BOLD – Hazine ve Maliye Bakanı Nureddin Nebati, borçlulukta Türkiye’nin dünyada en az borçluluğa sahip ülkelerden birisi olduğunu öne sürerek, “Reel sektör, kamu, hane, bunların tamamında biz Maastricht Kriterleri’nin altındayız. Uluslararası tüm kuruluşlara göre altlardayız ve aynı şekilde bütçemiz de dünyanın en güçlü bütçelerinden bir tanesi” dedi.
DEPREMİN OLUMSUZLUKLARI TAMAMEN BİTTİ
AKP Mersin milletvekili adayı Nebati, Güneydoğulu iş insanlarıyla restoranda bir araya geldiği toplantıda açıklamalarda bulundu. Nebati, şunları söyledi:
“Bu deprem, normal şartlar altında bir ülkeyi 1 yıl boyunca durdurur. Ama biz işimize devam ettik. Şubat ayının o ilk günlerindeki olumsuz etki artık tamamen gitti. Biz ikinci yarıda toparlanmayı beklerken ilk çeyrekteki etki az, ikinci çeyrekten itibaren toparlanma başladı. Çünkü Türkiye altyapı yatırımlarını bitirmiş bir ülke.

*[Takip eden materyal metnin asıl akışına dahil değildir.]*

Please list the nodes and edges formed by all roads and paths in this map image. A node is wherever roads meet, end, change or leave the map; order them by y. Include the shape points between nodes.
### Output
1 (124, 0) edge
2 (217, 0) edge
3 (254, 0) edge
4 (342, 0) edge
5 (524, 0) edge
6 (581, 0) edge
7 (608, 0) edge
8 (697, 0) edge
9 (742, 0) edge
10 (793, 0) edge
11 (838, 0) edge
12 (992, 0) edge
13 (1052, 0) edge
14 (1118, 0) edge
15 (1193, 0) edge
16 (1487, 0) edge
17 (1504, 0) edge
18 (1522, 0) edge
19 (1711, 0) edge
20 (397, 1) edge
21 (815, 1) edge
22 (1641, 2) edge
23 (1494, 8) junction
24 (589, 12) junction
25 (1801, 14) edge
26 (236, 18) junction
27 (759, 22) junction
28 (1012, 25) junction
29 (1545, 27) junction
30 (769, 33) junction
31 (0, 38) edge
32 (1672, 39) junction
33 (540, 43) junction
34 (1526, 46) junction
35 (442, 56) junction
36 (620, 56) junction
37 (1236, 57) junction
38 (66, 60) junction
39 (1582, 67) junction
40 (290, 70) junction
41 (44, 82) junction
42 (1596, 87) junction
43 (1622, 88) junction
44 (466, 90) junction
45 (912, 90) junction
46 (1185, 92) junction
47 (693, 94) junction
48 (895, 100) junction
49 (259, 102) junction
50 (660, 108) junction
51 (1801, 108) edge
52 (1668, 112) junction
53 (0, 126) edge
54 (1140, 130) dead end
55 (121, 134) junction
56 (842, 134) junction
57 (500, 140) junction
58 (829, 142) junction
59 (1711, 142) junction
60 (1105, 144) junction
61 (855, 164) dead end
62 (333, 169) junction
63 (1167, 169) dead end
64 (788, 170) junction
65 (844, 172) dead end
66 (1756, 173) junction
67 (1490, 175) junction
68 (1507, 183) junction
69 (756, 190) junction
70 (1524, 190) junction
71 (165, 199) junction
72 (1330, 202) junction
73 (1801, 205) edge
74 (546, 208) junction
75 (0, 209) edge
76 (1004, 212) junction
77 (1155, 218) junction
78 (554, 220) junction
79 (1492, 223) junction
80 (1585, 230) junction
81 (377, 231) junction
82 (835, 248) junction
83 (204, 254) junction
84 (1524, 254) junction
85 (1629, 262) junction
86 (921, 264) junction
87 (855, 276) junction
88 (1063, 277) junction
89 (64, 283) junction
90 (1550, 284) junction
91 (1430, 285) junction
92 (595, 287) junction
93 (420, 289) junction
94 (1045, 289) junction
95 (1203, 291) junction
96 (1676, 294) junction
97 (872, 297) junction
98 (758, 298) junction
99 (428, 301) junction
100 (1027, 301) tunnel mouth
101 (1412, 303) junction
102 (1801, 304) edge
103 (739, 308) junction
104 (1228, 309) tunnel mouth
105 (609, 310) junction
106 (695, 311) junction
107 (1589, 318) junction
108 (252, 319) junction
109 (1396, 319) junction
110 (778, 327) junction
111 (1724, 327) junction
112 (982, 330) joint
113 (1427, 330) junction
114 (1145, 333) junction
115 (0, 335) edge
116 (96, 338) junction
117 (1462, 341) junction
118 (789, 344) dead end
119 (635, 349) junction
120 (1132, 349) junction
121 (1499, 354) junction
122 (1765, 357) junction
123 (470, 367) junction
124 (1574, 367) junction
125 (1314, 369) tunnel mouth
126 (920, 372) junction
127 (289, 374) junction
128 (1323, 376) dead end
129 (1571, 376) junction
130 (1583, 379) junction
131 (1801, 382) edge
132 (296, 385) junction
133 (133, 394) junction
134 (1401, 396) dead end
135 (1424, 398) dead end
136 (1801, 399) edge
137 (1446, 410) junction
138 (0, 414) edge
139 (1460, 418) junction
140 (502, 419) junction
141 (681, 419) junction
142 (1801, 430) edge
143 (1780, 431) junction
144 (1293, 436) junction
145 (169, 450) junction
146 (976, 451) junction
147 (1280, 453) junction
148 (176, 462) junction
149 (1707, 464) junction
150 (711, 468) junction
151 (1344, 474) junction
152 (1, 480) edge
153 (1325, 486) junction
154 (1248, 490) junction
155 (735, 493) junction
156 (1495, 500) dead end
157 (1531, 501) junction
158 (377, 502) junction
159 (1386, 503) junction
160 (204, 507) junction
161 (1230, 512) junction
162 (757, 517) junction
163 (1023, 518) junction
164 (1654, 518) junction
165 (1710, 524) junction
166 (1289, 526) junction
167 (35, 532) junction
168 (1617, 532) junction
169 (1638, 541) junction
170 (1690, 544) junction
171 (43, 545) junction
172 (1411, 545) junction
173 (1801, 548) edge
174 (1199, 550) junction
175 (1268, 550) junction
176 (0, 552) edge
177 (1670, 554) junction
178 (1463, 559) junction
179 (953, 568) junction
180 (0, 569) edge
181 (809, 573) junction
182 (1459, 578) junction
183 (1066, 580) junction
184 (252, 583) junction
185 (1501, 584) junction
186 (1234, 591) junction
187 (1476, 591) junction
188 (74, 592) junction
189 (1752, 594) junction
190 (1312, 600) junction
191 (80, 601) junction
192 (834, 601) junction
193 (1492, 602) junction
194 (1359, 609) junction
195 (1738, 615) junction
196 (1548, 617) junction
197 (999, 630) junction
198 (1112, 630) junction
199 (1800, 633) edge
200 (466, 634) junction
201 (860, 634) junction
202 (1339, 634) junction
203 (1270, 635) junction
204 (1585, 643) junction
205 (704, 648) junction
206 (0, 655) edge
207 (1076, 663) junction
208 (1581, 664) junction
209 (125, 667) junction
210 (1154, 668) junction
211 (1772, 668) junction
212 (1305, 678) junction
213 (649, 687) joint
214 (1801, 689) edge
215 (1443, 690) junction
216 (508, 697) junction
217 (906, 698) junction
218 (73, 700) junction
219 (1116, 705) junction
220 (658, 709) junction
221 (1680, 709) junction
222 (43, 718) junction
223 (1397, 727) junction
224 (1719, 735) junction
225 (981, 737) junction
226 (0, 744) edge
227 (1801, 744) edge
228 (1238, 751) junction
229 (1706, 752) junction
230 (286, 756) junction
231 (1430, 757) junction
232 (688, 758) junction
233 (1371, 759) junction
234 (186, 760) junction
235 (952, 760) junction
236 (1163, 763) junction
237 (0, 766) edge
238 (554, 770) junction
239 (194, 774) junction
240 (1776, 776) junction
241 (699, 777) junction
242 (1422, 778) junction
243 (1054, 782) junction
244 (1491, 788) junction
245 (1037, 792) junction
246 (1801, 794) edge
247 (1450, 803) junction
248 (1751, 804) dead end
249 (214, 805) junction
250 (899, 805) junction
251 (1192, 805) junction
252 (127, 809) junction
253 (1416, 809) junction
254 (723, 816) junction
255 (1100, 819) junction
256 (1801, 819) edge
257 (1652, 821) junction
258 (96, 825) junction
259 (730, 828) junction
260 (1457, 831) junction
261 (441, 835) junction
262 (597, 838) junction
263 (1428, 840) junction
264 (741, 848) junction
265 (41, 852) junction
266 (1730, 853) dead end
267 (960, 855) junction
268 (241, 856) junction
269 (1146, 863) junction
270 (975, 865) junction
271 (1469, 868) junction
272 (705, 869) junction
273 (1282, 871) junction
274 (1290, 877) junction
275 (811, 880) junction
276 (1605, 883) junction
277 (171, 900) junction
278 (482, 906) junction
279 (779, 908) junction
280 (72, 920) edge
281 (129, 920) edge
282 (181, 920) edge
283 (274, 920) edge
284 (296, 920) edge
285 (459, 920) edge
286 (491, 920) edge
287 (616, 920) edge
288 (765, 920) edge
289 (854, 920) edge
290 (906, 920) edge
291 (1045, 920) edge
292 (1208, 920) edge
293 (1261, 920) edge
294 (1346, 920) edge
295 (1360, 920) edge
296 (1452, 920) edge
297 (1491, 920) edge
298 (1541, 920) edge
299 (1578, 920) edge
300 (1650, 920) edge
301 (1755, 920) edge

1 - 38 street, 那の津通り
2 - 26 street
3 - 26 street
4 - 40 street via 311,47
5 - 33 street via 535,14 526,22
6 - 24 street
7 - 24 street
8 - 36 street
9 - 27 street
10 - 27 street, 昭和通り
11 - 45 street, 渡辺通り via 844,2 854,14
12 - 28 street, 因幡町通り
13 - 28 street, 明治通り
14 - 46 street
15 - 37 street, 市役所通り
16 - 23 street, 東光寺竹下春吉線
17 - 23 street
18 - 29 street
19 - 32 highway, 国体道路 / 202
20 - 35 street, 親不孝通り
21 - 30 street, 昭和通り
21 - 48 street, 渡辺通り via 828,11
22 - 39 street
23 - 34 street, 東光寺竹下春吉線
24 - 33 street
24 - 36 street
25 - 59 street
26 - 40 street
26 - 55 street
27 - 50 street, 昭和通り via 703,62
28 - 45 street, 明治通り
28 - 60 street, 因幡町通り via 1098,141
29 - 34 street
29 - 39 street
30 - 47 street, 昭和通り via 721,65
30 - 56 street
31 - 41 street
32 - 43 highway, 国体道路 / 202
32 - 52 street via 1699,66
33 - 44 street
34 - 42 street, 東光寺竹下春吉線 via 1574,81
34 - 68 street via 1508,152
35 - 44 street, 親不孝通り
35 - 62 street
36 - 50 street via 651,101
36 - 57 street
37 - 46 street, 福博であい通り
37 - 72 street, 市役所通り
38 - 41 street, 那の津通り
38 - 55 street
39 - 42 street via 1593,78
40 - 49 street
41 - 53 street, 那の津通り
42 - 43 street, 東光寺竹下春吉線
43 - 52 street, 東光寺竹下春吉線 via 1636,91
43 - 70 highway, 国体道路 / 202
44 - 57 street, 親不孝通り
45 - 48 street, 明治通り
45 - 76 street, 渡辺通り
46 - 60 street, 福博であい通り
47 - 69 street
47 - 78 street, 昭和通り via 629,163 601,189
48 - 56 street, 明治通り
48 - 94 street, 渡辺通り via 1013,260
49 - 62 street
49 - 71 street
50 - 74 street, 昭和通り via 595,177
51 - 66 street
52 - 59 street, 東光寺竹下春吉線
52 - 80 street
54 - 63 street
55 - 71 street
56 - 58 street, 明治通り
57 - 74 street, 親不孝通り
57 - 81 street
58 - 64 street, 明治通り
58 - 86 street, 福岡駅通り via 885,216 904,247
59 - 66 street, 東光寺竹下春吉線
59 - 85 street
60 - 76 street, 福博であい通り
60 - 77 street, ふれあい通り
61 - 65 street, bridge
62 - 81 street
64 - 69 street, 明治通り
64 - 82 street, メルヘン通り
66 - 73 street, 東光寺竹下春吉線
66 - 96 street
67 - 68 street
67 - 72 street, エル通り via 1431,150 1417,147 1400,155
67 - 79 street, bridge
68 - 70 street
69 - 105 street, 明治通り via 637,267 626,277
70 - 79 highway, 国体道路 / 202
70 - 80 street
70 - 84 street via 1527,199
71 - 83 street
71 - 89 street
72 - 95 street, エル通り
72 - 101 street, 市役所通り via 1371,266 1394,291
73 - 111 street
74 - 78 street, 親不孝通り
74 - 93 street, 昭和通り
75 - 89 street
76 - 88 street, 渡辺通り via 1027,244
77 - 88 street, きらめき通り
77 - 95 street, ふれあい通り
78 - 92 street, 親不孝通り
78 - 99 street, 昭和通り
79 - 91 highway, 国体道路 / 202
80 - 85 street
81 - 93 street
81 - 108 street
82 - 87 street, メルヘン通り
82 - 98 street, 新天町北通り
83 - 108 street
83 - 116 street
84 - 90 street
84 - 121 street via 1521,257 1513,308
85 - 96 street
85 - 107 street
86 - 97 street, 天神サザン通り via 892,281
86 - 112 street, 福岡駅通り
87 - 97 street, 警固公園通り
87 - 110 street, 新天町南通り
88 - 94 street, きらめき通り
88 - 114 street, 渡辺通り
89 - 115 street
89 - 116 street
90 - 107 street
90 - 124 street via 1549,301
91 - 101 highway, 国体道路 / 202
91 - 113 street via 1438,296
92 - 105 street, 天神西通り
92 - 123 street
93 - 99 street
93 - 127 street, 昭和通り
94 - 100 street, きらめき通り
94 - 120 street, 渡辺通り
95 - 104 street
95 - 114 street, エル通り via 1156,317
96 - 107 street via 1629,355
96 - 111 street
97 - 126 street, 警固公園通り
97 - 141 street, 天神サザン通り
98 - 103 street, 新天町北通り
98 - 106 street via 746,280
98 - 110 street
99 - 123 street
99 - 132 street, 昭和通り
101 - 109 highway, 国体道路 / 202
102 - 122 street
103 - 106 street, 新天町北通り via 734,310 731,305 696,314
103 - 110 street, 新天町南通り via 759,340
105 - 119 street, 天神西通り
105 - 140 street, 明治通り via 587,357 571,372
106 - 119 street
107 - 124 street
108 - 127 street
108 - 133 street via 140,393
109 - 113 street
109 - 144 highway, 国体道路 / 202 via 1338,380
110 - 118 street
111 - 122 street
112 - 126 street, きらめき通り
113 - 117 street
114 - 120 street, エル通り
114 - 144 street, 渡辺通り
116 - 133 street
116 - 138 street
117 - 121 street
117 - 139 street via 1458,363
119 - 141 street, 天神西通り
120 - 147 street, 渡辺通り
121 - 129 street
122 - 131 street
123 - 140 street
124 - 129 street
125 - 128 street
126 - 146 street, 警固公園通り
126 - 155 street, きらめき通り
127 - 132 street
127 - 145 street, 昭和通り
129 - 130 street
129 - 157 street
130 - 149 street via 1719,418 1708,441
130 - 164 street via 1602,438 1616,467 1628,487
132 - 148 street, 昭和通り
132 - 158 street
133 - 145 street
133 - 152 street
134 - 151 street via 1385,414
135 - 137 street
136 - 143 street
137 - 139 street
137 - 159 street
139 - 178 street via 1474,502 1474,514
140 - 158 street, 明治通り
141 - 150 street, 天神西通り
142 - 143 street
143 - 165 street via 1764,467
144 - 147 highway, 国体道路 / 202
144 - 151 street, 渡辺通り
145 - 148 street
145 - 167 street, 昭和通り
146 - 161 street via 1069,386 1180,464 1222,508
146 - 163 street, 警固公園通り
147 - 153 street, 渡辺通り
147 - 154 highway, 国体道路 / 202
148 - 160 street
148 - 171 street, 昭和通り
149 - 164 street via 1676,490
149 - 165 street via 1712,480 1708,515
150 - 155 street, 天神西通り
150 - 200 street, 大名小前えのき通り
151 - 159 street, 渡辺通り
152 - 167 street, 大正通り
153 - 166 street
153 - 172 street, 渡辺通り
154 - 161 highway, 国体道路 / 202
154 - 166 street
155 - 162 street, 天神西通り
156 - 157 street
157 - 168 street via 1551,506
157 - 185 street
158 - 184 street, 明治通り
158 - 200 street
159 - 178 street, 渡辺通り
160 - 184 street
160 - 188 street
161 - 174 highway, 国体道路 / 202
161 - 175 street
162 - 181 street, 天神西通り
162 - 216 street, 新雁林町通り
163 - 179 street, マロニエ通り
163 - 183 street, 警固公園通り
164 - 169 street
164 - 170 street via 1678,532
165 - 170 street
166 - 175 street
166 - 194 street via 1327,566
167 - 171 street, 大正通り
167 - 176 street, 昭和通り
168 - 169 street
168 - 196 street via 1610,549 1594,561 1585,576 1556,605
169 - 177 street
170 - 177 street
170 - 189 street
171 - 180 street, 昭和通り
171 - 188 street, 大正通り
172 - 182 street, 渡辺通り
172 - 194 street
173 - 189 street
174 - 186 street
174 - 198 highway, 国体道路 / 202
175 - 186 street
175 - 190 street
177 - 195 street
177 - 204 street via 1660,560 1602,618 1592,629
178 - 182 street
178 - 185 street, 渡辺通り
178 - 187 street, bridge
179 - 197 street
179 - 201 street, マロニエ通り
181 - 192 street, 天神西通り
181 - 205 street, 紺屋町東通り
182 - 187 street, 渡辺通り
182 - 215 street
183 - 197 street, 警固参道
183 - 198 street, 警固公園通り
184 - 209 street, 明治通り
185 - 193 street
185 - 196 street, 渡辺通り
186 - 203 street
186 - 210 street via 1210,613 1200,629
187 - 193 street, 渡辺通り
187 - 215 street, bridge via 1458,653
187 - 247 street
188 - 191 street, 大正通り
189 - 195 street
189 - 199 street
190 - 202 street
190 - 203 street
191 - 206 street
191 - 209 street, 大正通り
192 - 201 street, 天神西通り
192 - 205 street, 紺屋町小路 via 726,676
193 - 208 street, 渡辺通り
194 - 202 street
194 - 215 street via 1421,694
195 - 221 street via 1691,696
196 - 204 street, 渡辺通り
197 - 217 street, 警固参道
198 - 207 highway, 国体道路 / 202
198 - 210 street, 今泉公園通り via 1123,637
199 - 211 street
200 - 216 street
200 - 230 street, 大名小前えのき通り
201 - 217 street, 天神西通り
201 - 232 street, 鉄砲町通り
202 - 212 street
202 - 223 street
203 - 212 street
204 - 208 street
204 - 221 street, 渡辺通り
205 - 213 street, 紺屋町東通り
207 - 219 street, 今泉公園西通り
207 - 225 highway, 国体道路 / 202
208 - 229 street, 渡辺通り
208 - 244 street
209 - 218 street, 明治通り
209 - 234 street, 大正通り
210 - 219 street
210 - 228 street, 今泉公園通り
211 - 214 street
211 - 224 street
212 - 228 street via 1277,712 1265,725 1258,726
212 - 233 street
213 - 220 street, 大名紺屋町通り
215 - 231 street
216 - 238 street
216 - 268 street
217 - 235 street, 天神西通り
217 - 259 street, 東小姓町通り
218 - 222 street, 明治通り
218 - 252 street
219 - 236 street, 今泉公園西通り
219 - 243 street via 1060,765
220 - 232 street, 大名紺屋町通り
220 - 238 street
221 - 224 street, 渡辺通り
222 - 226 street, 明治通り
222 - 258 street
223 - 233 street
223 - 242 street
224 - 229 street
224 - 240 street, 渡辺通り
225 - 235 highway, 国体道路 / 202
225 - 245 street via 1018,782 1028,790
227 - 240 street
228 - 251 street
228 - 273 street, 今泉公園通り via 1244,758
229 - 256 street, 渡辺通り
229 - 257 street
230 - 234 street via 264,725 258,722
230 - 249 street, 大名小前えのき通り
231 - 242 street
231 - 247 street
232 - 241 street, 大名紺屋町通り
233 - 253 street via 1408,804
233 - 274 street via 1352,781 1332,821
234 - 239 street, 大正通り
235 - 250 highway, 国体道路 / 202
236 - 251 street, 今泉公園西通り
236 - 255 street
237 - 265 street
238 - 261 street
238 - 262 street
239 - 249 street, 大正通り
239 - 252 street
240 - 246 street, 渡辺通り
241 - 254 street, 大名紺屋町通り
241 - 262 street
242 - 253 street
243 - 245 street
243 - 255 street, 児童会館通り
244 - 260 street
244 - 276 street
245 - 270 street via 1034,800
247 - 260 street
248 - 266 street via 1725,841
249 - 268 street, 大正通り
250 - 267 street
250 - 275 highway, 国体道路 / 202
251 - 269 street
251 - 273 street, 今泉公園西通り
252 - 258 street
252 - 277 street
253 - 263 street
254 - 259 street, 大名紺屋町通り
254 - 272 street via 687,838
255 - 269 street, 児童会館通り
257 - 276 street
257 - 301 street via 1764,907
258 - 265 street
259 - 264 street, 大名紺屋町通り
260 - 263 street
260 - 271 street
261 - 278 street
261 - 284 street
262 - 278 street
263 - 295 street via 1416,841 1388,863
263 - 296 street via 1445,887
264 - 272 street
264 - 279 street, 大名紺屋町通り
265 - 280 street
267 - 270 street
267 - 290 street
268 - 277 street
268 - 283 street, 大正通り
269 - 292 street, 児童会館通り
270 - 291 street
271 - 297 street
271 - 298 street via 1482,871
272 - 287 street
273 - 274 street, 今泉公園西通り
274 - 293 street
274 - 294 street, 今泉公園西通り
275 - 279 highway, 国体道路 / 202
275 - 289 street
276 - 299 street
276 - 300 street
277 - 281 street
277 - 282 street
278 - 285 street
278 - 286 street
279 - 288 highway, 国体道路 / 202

TÜRKİYE DÜNYANIN EN GÜÇLÜ ÜLKELERİNDEN BİRİ
Borçluluğa baktığımızda, dünyada en az borçluluğa sahip ülkelerden birisiyiz. Reel sektör, kamu, hane, bunların tamamında biz Maastricht Kriterleri’nin altındayız. Uluslararası tüm kuruluşlara göre altlardayız ve aynı şekilde bütçemiz de dünyanın en güçlü bütçelerinden bir tanesi.
DÜNYANIN EN GÜÇLÜ ÜLKELERİNDEN BİRİSİ
Türkiye, hem ülkenin gelişmesi, bütçe, altyapı yatırımları açısından hem de borçluluk itibarıyla aslında dünyanın en güçlü ülkelerinden bir tanesi. Kendi uçağını, tankını, gemisini üreten bir ülkeyiz. Doğal gazı bulup çıkarabilecek kapasitedeyiz. Altın işlemeyi hızlandırdık, bor madenimiz zaten başlı başına yeter ve Karadeniz’de hidrojen… Şu anda maliyetler biraz yüksek olduğu için düşünün 20 sene önce güneş enerjisini kim isterdi? Maliyetler düşüyor, Karadeniz’de hidrojene hazır olun. Biz patlatıyoruz Allah’ın izniyle.
14 MAYIS BUNUN SAVAŞIDIR
Bir vize uğruna ülkeyi satıyorsunuz. Allah muhafaza ülkenin bölünmesine yol açacak kavgaları başlatıyorsun, sen sebep oluyorsun ve ülkenin bu müthiş büyüme trendini bir anda aşağıya çekiyorsun. Böylelikle kasayı da IMF’ye teslim ediyorsun. Türkçesi budur. Yani ‘Bir vize uğruna Ya Rab ülkenin bekasını devret.’ Onun için biz 14 Mayıs’ı bir iktidar mücadelesi olarak görmüyoruz. Türkiye’nin bekasına karşı savaşan içerdeki ve dışarıdaki işbirlikçilerle mücadele olarak görüyoruz. Onun için 14 Mayıs, çok değerlidir. Şimdi de dergilerle Türkiye üzerine ağır şekilde gelerek içerideki işbirlikçileriyle de bu işi bitirmeye çalışıyorlar. 14 Mayıs bunun savaşıdır.”